Just then a menacing rattle came from one corner of the cabin that made the boys jump from their seats in alarm.
“Don’t be skeered!” Old Sam chuckled. “That there is one o’ my rattlers as is waitin’ fur the man to come an’ take ’em to the museem. If ye like, I’ll show ye my c’lection.”
On the boys expressing an earnest desire to see the collection, Old Sam led the way to a couple of glass-covered boxes that stood in a corner of the cabin. In each box were two snakes; in one two rattlers were writhing and twisting, and in the other two unusually large and beautifully marked copperheads were lodged.
As the boys pressed forward eagerly to examine them, one of the rattlesnakes coiled itself and gave forth an ominous warning.

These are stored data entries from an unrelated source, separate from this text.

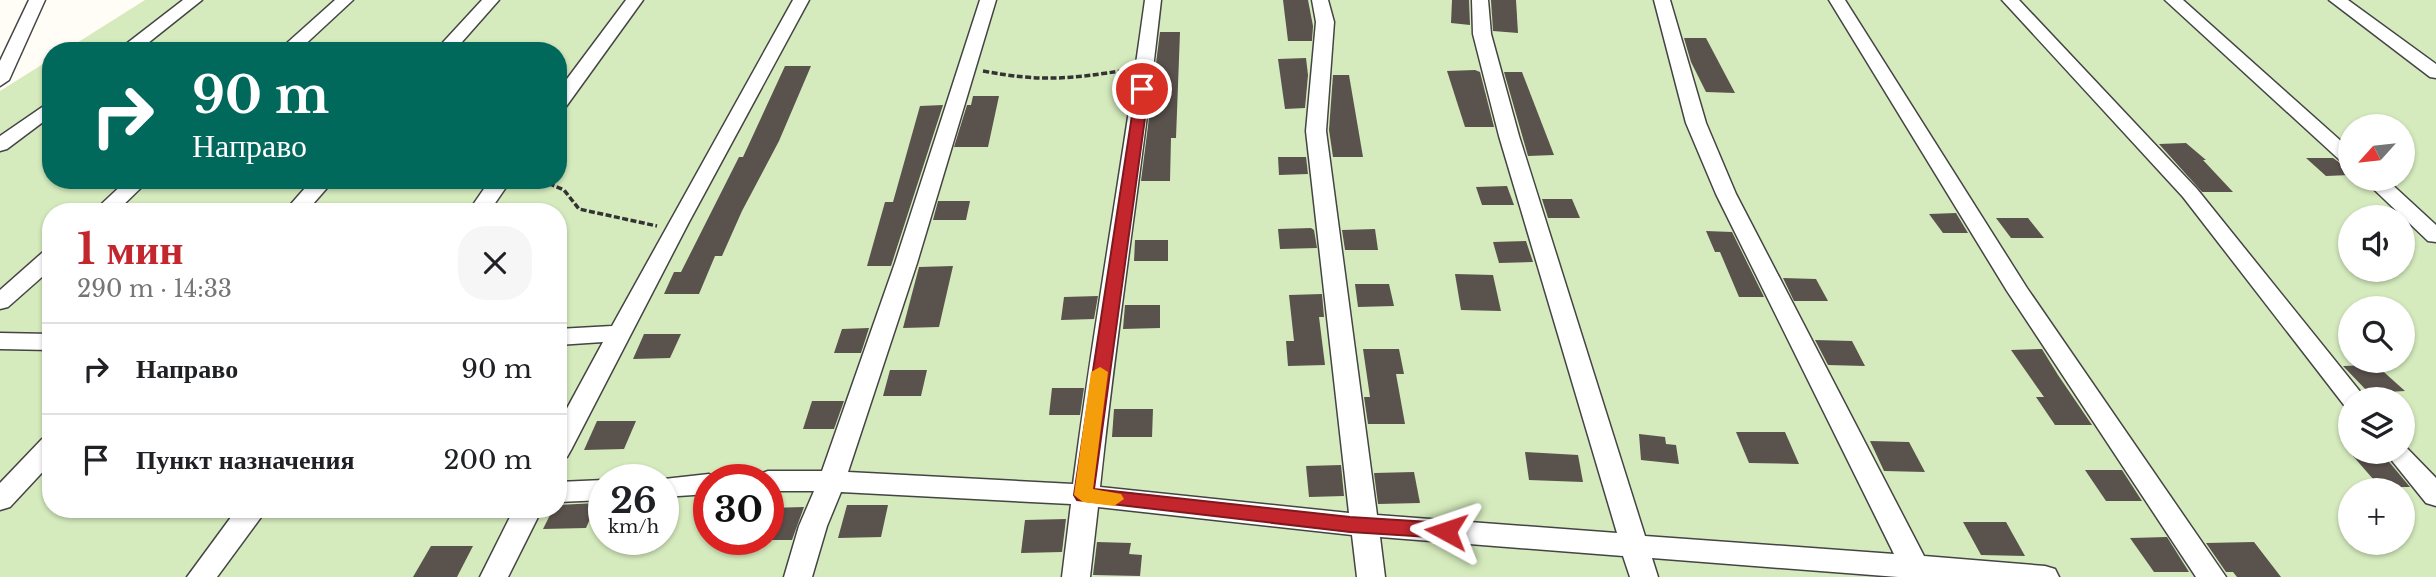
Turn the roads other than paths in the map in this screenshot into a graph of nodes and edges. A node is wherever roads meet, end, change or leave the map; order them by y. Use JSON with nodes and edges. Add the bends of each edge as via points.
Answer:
{"nodes":[{"id":1,"x":37,"y":0,"type":"edge"},
{"id":2,"x":194,"y":0,"type":"edge"},
{"id":3,"x":345,"y":0,"type":"edge"},
{"id":4,"x":491,"y":0,"type":"edge"},
{"id":5,"x":635,"y":0,"type":"edge"},
{"id":6,"x":801,"y":0,"type":"edge"},
{"id":7,"x":989,"y":0,"type":"edge"},
{"id":8,"x":1153,"y":0,"type":"edge"},
{"id":9,"x":1320,"y":0,"type":"edge"},
{"id":10,"x":1480,"y":0,"type":"edge"},
{"id":11,"x":1662,"y":0,"type":"edge"},
{"id":12,"x":1837,"y":0,"type":"edge"},
{"id":13,"x":2010,"y":0,"type":"edge"},
{"id":14,"x":2173,"y":0,"type":"edge"},
{"id":15,"x":2337,"y":0,"type":"edge"},
{"id":16,"x":138,"y":42,"type":"edge"},
{"id":17,"x":297,"y":42,"type":"edge"},
{"id":18,"x":452,"y":42,"type":"edge"},
{"id":19,"x":2436,"y":73,"type":"edge"},
{"id":20,"x":0,"y":80,"type":"edge"},
{"id":21,"x":567,"y":92,"type":"edge"},
{"id":22,"x":42,"y":114,"type":"edge"},
{"id":23,"x":0,"y":145,"type":"edge"},
{"id":24,"x":2338,"y":148,"type":"edge"},
{"id":25,"x":129,"y":189,"type":"edge"},
{"id":26,"x":316,"y":189,"type":"edge"},
{"id":27,"x":2386,"y":191,"type":"edge"},
{"id":28,"x":113,"y":203,"type":"edge"},
{"id":29,"x":302,"y":203,"type":"edge"},
{"id":30,"x":2436,"y":236,"type":"edge"},
{"id":31,"x":42,"y":265,"type":"edge"},
{"id":32,"x":0,"y":302,"type":"edge"},
{"id":33,"x":622,"y":333,"type":"junction"},
{"id":34,"x":567,"y":336,"type":"edge"},
{"id":35,"x":0,"y":341,"type":"edge"},
{"id":36,"x":42,"y":342,"type":"edge"},
{"id":37,"x":2344,"y":387,"type":"edge"},
{"id":38,"x":567,"y":434,"type":"edge"},
{"id":39,"x":42,"y":456,"type":"edge"},
{"id":40,"x":2408,"y":464,"type":"edge"},
{"id":41,"x":784,"y":481,"type":"edge"},
{"id":42,"x":832,"y":481,"type":"junction"},
{"id":43,"x":588,"y":491,"type":"edge"},
{"id":44,"x":567,"y":492,"type":"edge"},
{"id":45,"x":1083,"y":495,"type":"junction"},
{"id":46,"x":2436,"y":496,"type":"edge"},
{"id":47,"x":0,"y":500,"type":"edge"},
{"id":48,"x":246,"y":518,"type":"edge"},
{"id":49,"x":524,"y":518,"type":"edge"},
{"id":50,"x":1364,"y":523,"type":"junction"},
{"id":51,"x":1636,"y":548,"type":"junction"},
{"id":52,"x":1917,"y":572,"type":"edge"},
{"id":53,"x":201,"y":577,"type":"edge"},
{"id":54,"x":494,"y":577,"type":"edge"},
{"id":55,"x":798,"y":577,"type":"edge"},
{"id":56,"x":1076,"y":577,"type":"edge"},
{"id":57,"x":1371,"y":577,"type":"edge"},
{"id":58,"x":1644,"y":577,"type":"edge"},
{"id":59,"x":2045,"y":577,"type":"edge"},
{"id":60,"x":2212,"y":577,"type":"edge"}],
"edges":[{"from":1,"to":20,"type":"street"},
{"from":2,"to":16,"type":"street"},
{"from":3,"to":17,"type":"street"},
{"from":4,"to":18,"type":"street"},
{"from":5,"to":21,"type":"street"},
{"from":6,"to":33,"type":"street"},
{"from":7,"to":42,"type":"street"},
{"from":8,"to":45,"type":"street"},
{"from":9,"to":50,"type":"street","via":[[1325,22],[1316,131]]},
{"from":10,"to":51,"type":"street","via":[[1482,34],[1509,136]]},
{"from":11,"to":52,"type":"street","via":[[1696,123],[1726,194]]},
{"from":12,"to":60,"type":"street","via":[[2018,291]]},
{"from":13,"to":37,"type":"street","via":[[2190,193]]},
{"from":14,"to":24,"type":"street"},
{"from":15,"to":19,"type":"street"},
{"from":22,"to":23,"type":"street"},
{"from":25,"to":28,"type":"street"},
{"from":26,"to":29,"type":"street"},
{"from":27,"to":30,"type":"street"},
{"from":31,"to":32,"type":"street"},
{"from":33,"to":34,"type":"street"},
{"from":33,"to":38,"type":"street"},
{"from":35,"to":36,"type":"street"},
{"from":39,"to":47,"type":"street"},
{"from":40,"to":46,"type":"street"},
{"from":41,"to":42,"type":"street"},
{"from":42,"to":45,"type":"street"},
{"from":42,"to":55,"type":"street"},
{"from":43,"to":44,"type":"street"},
{"from":45,"to":50,"type":"street"},
{"from":45,"to":56,"type":"street"},
{"from":48,"to":53,"type":"street"},
{"from":49,"to":54,"type":"street"},
{"from":50,"to":51,"type":"street"},
{"from":50,"to":57,"type":"street"},
{"from":51,"to":52,"type":"street"},
{"from":51,"to":58,"type":"street"},
{"from":52,"to":59,"type":"street"}]}
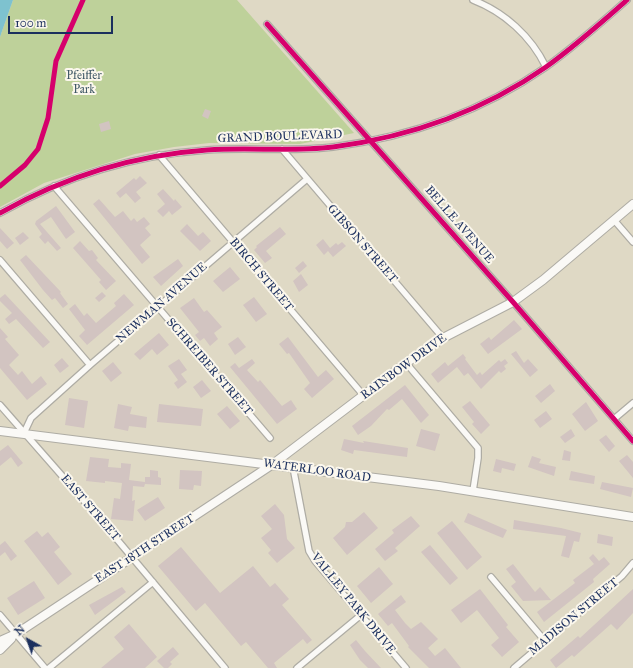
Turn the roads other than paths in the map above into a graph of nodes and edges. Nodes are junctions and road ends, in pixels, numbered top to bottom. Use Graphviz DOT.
graph roads {
  1 [pos="473,0"];
  2 [pos="628,0"];
  3 [pos="268,24"];
  4 [pos="546,67"];
  5 [pos="371,140"];
  6 [pos="282,150"];
  7 [pos="159,155"];
  8 [pos="307,179"];
  9 [pos="54,186"];
  10 [pos="633,204"];
  11 [pos="0,213"];
  12 [pos="614,220"];
  13 [pos="233,242"];
  14 [pos="633,242"];
  15 [pos="0,260"];
  16 [pos="513,302"];
  17 [pos="158,307"];
  18 [pos="443,338"];
  19 [pos="406,363"];
  20 [pos="90,365"];
  21 [pos="364,396"];
  22 [pos="633,403"];
  23 [pos="0,405"];
  24 [pos="614,419"];
  25 [pos="0,431"];
  26 [pos="24,433"];
  27 [pos="270,438"];
  28 [pos="633,441"];
  29 [pos="274,464"];
  30 [pos="293,467"];
  31 [pos="473,491"];
  32 [pos="633,517"];
  33 [pos="133,558"];
  34 [pos="633,563"];
  35 [pos="491,577"];
  36 [pos="153,582"];
  37 [pos="0,615"];
  38 [pos="361,615"];
  39 [pos="16,634"];
  40 [pos="0,641"];
  41 [pos="545,641"];
  42 [pos="0,650"];
  43 [pos="45,668"];
  44 [pos="49,668"];
  45 [pos="225,668"];
  46 [pos="297,668"];
  47 [pos="406,668"];
  48 [pos="514,668"];
  1 -- 4 [label="street"];
  2 -- 4 [label="street, GRAND BOULEVARD"];
  3 -- 5 [label="street, BELLE AVENUE"];
  4 -- 5 [label="street, GRAND BOULEVARD"];
  5 -- 6 [label="street, GRAND BOULEVARD"];
  5 -- 16 [label="street, BELLE AVENUE"];
  6 -- 7 [label="street, GRAND BOULEVARD"];
  6 -- 8 [label="street, GIBSON STREET"];
  7 -- 9 [label="street, GRAND BOULEVARD"];
  7 -- 13 [label="street, BIRCH STREET"];
  8 -- 13 [label="street, NEWMAN AVENUE"];
  8 -- 18 [label="street, GIBSON STREET"];
  9 -- 11 [label="street, GRAND BOULEVARD"];
  9 -- 17 [label="street, SCHREIBER STREET"];
  10 -- 12 [label="main road, RAINBOW DRIVE"];
  12 -- 14 [label="street"];
  12 -- 16 [label="main road, RAINBOW DRIVE"];
  13 -- 17 [label="street, NEWMAN AVENUE"];
  13 -- 21 [label="street, BIRCH STREET"];
  15 -- 20 [label="street"];
  16 -- 18 [label="main road, RAINBOW DRIVE"];
  16 -- 24 [label="street, BELLE AVENUE"];
  17 -- 20 [label="street, NEWMAN AVENUE"];
  17 -- 27 [label="street, SCHREIBER STREET"];
  18 -- 19 [label="main road, RAINBOW DRIVE"];
  19 -- 21 [label="main road, RAINBOW DRIVE"];
  19 -- 31 [label="street"];
  20 -- 26 [label="street, NEWMAN AVENUE"];
  21 -- 29 [label="main road, RAINBOW DRIVE"];
  22 -- 24 [label="street"];
  23 -- 26 [label="street, EAST STREET"];
  24 -- 28 [label="street, BELLE AVENUE"];
  25 -- 26 [label="main road, WATERLOO ROAD"];
  26 -- 29 [label="main road, WATERLOO ROAD"];
  26 -- 33 [label="street, EAST STREET"];
  29 -- 30 [label="main road, WATERLOO ROAD"];
  29 -- 33 [label="main road, EAST 18TH STREET"];
  30 -- 31 [label="main road, WATERLOO ROAD"];
  30 -- 38 [label="street, VALLEY PARK DRIVE"];
  31 -- 32 [label="main road, WATERLOO ROAD"];
  33 -- 36 [label="street, EAST STREET"];
  33 -- 39 [label="main road, EAST 18TH STREET"];
  34 -- 41 [label="street, MADISON STREET"];
  35 -- 41 [label="street"];
  36 -- 44 [label="street"];
  36 -- 45 [label="street, EAST STREET"];
  37 -- 39 [label="street"];
  38 -- 46 [label="street"];
  38 -- 47 [label="street, VALLEY PARK DRIVE"];
  39 -- 40 [label="main road, EAST 18TH STREET"];
  39 -- 42 [label="main road, EAST 18TH STREET"];
  39 -- 43 [label="street"];
  41 -- 48 [label="street, MADISON STREET"];
}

Instinctively the boys drew back with a shudder of repulsion.
“They’re awfully treacherous creatures—those snakes!” Bob remarked.
“Wall, yes, they be!” Old Sam drawled, “but they has one thing to recommend ’em, anyway. They always gives warnin’ afore they strikes, so ye kin get out o’ the way.”
“That’s so,” Ben agreed, then added, “Haven’t you ever been bitten, Sam?”
“Not yet,” he replied. “Come pretty nigh it, sometimes, though. Many a time I’ve found the critters hangin’ on to my boots. I had a cat once what used to ketch a pow’ful lot o’ snakes fur me. He could do it a durned sight better’n I could myself!”